By Jason Scott and Hans Lee, Bloomberg

Australia’s Prime Minister Malcolm Turnbull survived a leadership vote on Tuesday but may be challenged again within days amid growing unease among party colleagues about the government’s slumping poll ratings.

Turnbull defeated Home Affairs Minister Peter Dutton by 48 votes to 35 in a ballot of Liberal Party lawmakers in Canberra. While the win hands Turnbull a reprieve, the size of the vote against him shows just how wide the rifts within government are.

“We know that disunity undermines the ability of any government to get its job done,” Turnbull told reporters after the vote. “We cannot allow, as I said in the party room today, internal issues to undermine our work.”

Dutton, a former policeman who’s become a lightning rod for government lawmakers dismayed by Turnbull’s policy direction, resigned from the Cabinet following the vote. He remains on the backbench, where he’s free to lobby for the extra votes he’d need to take the leadership.

[post_ads]“The dead-man walking scenario looks writ large over Turnbull,” said Haydon Manning, an associate professor of politics and public policy at Flinders University. “This has the classic look of a two-stage act -- the first challenge narrowly fails but sets the scene for a successful second one.”

Turnbull, 63, has struggled for policy traction and political authority since his Liberal-National coalition retained office in 2016 by a razor-thin margin.

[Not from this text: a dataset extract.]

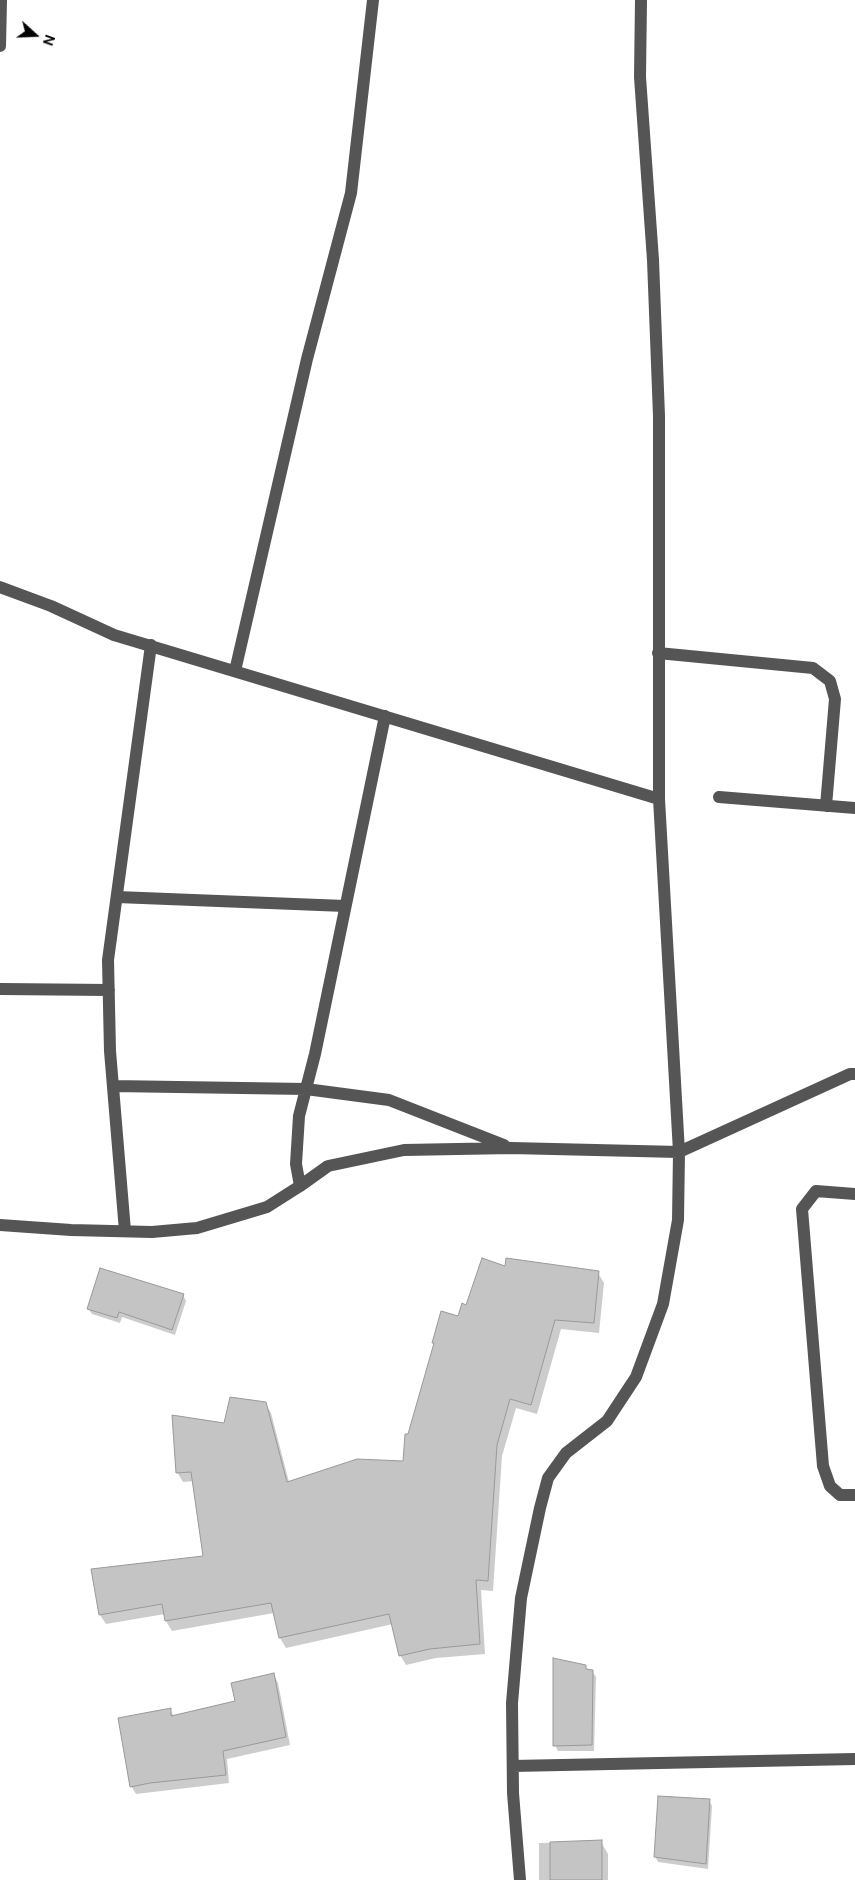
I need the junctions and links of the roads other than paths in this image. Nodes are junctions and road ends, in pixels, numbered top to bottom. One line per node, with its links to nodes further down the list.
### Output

The government has trailed the main opposition Labor party in opinion polls ever since, and with elections due by May, disquiet over Turnbull’s leadership has been growing.

His authority was wounded in the past week as several backbench lawmakers threatened to vote against a key energy policy, demanding the government provide more support for the coal industry and abandon its Paris Agreement emissions target.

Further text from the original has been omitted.